*Work required*: Among the lines of the listing below, count those with the string "dead". Give the number and no commentary.

========================================================================

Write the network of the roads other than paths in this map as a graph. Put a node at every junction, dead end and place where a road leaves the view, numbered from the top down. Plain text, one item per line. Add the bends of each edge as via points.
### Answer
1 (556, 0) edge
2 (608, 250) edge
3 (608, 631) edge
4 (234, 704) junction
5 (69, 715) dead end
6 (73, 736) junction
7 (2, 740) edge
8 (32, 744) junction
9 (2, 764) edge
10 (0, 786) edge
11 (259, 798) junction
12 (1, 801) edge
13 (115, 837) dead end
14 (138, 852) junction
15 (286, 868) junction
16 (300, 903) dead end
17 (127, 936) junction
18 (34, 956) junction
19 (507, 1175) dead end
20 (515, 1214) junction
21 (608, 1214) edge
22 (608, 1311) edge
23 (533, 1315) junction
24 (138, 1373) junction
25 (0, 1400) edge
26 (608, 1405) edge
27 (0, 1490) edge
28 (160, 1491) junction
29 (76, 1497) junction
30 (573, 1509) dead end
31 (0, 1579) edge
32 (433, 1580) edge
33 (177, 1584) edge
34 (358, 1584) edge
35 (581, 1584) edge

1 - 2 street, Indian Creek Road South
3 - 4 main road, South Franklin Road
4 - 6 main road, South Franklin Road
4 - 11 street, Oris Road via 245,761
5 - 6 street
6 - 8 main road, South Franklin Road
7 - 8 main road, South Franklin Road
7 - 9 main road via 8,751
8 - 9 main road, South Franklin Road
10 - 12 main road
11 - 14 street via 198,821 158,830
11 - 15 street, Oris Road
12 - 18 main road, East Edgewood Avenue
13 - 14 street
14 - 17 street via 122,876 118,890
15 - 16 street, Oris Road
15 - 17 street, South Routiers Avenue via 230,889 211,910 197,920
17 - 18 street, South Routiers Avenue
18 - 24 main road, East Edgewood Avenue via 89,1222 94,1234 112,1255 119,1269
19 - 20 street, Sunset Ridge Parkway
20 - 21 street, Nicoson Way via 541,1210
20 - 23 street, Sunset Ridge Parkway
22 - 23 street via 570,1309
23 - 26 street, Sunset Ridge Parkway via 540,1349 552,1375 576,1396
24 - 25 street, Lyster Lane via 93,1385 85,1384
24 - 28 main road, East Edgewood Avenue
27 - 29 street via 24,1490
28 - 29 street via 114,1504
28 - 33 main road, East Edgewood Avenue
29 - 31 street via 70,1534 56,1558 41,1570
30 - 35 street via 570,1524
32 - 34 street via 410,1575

========================================================================

*Solution to this task*: 6